GST On Cloud Kitchens
Cloud Kitchens! Sounds different and innovative right?
Well, cloud kitchens came into the limelight when the representations were sought by the GST council for a levy of the GST on the goods or services provided by the cloud kitchens or the central kitchens.
Basically, in simpler terms, a cloud kitchen can be considered as a virtual kitchen or just like a central kitchen where the food is processed and made accessible to the people through takeaways or is made available to them at their doorsteps through their online delivery partners.

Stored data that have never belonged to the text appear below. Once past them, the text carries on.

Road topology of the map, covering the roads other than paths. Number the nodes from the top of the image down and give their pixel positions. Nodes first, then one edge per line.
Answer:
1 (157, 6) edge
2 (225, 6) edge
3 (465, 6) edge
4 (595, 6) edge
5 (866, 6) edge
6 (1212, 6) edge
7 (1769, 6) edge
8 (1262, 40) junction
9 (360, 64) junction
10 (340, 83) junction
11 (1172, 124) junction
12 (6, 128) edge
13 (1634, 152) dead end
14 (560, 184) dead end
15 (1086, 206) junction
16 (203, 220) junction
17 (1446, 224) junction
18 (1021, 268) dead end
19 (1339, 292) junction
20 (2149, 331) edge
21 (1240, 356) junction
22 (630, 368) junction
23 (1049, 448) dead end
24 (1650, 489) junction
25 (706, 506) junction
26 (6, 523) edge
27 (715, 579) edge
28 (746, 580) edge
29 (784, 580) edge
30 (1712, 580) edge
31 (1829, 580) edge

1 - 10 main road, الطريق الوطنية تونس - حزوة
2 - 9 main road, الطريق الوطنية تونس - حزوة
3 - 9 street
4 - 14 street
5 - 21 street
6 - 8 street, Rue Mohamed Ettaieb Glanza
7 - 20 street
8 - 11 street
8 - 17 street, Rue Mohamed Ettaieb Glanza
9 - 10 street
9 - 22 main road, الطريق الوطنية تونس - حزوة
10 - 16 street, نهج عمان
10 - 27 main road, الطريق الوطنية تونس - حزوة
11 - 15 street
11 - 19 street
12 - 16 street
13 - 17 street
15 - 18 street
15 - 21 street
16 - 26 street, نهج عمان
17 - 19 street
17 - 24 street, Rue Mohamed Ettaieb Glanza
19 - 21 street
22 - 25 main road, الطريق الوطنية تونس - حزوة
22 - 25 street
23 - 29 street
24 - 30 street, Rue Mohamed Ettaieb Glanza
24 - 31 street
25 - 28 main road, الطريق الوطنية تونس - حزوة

Various aggregators such as Swiggy, and Zomato have acted as an agent to bridge the gap between the food manufacturers and the ultimate consumers. Even the e-commerce aggregators have been covered under the ambit of the suppliers and are brought under the taxability criteria like restaurants under the GST act.
The Goods and service tax act levies GST at the rate of five percent on the supply of services by restaurants including the canteens, mess, food joint, and takeaway services. Provided that such rate of the GST is levied only with a prior condition that the supplier does not avail of the input tax credit.
The decision of the GST department to include the cloud kitchens under the umbrella of supplies by the restaurant will surely contribute highly to the GST revenue collections because in the present times, the concept of cloud kitchens has gained popularity and people prefer food being delivered at their door steps by the virtual restaurants.
Provided that, the whole concept of bringing cloud kitchens under the ambit of the GST becomes arbitrable as ultimately the cloud kitchens are engaged in majorly preparing and cooking food and then supplying it so, it must be considered as the supply of the goods and not services.
As per notification no.11/2017-Central Tax (Rate) the term Restaurant Service is defined as follows:
Restaurant service means to supply, by way of or as a part of any service, of goods, being food or any other article for human consumption or any drink, provided by a restaurant, eating joint, mess, canteen, whether for consumption on or away from the premises where such food or any other article for human consumption or drink is supplied.
Through the definition provided, it can be concluded that restaurant services include services by way of providing dine-in facilities along with a serving of food, takeaway, or home delivery of food items or drinks for human consumption.
The above taxability criteria of the cloud kitchens under GST catch heat when we compare the services provided by the restaurants and the cloud kitchens.
The restaurants not only provide the supply of food or drinks for human consumption but also services such as places to dine in, serving of the food, live band performances, etc. Whereas cloud kitchens do not provide a wide array of services, they are majorly indulged in the preparation and supply of cooked food and drinks and provide takeaway services to the consumers.
The core of the GST Act to determine the taxability criteria is the supply of goods or services. The arbitral question which arises here is whether the supply by the cloud kitchens shall be treated as the supply of goods or services. However, as per the latest notification of the GST council, it is considered as the supply of services just like the restaurants.